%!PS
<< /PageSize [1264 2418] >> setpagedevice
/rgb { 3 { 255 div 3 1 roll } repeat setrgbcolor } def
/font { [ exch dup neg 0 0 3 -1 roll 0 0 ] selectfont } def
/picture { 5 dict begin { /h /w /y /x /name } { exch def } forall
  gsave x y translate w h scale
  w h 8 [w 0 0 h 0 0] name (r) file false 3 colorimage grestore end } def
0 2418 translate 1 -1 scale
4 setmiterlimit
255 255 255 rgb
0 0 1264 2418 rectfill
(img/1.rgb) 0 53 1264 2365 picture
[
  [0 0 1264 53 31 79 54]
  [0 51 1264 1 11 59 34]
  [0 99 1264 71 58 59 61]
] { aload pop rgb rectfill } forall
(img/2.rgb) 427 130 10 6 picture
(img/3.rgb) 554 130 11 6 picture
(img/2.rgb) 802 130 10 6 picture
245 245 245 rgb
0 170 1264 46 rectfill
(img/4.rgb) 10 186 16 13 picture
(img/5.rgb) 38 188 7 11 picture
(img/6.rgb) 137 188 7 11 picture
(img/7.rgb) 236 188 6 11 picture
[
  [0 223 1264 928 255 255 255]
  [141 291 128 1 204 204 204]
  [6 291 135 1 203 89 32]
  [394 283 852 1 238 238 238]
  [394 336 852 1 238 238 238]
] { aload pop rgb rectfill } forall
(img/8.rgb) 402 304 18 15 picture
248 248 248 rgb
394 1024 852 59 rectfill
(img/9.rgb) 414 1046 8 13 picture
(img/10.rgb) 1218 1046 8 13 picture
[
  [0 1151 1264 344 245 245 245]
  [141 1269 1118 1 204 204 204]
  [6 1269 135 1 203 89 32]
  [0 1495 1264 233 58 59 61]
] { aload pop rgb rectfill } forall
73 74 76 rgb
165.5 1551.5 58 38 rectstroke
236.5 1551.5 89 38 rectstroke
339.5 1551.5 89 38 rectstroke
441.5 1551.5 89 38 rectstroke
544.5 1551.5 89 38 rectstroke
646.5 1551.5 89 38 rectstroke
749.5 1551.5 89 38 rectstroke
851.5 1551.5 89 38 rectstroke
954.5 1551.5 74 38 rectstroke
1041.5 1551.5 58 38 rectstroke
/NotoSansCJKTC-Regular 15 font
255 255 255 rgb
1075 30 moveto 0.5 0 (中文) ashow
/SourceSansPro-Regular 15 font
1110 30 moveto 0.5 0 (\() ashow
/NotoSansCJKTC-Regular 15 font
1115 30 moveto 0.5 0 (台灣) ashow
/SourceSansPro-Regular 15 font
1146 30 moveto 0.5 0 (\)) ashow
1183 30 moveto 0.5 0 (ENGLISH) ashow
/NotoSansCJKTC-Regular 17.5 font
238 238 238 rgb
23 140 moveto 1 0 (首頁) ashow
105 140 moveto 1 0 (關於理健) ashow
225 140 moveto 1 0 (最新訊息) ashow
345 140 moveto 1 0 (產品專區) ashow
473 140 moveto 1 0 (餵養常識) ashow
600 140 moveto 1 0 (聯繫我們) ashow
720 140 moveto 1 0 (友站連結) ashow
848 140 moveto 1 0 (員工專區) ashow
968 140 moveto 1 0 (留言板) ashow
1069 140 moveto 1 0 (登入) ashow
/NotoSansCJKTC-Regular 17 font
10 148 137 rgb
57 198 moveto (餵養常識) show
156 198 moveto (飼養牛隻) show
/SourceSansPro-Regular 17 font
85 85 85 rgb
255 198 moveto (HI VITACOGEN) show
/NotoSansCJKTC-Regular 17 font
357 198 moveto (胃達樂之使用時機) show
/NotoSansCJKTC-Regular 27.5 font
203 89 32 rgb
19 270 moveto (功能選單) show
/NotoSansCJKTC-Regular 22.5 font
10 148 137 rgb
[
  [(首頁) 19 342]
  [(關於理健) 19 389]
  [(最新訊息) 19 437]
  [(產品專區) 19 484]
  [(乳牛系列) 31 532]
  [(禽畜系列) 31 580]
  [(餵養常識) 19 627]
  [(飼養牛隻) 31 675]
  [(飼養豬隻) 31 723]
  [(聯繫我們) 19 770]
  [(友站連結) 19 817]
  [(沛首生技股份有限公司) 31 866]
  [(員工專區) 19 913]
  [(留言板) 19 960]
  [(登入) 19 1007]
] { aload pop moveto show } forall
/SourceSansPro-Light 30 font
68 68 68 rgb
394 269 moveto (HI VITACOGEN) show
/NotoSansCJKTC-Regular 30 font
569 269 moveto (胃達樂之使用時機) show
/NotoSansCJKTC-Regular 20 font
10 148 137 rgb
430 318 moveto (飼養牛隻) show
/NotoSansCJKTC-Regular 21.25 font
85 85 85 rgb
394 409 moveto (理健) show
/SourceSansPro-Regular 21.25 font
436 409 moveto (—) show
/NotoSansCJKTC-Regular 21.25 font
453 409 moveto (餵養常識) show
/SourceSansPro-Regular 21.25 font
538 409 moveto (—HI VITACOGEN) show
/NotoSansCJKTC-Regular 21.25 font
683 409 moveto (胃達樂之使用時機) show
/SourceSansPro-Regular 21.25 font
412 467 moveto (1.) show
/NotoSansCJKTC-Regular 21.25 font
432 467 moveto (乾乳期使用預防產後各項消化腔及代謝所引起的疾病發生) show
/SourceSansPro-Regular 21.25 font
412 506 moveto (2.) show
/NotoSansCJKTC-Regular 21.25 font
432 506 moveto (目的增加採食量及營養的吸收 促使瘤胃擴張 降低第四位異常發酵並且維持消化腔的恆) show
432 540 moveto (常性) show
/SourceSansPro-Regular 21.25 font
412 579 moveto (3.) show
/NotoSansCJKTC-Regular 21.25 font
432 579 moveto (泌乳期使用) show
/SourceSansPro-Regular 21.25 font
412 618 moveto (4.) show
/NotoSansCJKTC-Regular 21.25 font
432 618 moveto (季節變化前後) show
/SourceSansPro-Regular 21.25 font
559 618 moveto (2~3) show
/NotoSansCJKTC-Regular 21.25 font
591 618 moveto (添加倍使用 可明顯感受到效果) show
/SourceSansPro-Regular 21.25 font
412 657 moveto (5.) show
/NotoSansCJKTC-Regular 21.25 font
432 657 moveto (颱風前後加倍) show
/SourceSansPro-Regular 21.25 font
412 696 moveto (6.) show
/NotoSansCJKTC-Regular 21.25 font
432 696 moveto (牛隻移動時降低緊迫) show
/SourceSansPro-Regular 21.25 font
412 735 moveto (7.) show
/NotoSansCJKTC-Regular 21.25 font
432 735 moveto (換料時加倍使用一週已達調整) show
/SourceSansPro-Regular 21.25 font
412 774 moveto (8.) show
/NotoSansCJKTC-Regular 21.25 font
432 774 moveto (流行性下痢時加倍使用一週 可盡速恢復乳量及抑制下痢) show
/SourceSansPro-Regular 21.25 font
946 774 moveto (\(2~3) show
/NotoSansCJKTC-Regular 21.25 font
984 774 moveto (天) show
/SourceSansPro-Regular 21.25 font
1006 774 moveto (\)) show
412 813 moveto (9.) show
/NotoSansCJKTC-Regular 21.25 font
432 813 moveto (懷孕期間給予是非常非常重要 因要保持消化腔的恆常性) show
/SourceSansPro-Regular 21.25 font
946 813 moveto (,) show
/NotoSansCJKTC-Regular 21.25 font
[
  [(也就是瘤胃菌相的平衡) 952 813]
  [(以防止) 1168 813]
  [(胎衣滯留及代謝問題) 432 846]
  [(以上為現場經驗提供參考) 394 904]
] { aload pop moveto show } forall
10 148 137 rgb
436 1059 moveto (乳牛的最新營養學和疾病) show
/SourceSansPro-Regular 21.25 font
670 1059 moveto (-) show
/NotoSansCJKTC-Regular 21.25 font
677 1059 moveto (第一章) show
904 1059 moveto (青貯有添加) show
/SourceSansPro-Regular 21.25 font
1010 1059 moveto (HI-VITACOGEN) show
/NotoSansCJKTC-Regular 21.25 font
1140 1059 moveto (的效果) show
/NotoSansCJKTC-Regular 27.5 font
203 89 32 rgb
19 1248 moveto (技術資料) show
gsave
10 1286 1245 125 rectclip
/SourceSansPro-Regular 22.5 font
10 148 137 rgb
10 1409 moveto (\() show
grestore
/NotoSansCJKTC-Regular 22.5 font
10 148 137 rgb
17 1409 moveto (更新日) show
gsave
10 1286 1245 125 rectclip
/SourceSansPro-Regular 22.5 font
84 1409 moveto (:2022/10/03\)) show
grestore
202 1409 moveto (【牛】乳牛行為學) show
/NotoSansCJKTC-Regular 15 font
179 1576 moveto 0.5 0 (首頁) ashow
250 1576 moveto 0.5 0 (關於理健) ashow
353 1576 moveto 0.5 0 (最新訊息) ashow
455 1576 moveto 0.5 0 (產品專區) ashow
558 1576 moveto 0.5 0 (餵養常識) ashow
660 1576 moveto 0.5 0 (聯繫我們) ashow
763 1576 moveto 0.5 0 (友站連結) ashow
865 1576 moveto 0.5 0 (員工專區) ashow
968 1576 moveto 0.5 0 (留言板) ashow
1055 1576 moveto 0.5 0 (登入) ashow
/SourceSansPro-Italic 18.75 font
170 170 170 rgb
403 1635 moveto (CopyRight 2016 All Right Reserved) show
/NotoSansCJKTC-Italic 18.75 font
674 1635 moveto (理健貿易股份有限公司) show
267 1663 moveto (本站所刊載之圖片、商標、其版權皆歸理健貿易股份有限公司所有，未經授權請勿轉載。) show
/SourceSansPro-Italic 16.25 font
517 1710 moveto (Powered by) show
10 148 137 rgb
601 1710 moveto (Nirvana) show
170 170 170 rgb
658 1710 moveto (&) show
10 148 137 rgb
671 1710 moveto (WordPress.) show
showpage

Directions
Lines from the entries that contain the string "友站連結" are what must be copied.

Exercise output
720 140 moveto 1 0 (友站連結) ashow
  [(友站連結) 19 817]
763 1576 moveto 0.5 0 (友站連結) ashow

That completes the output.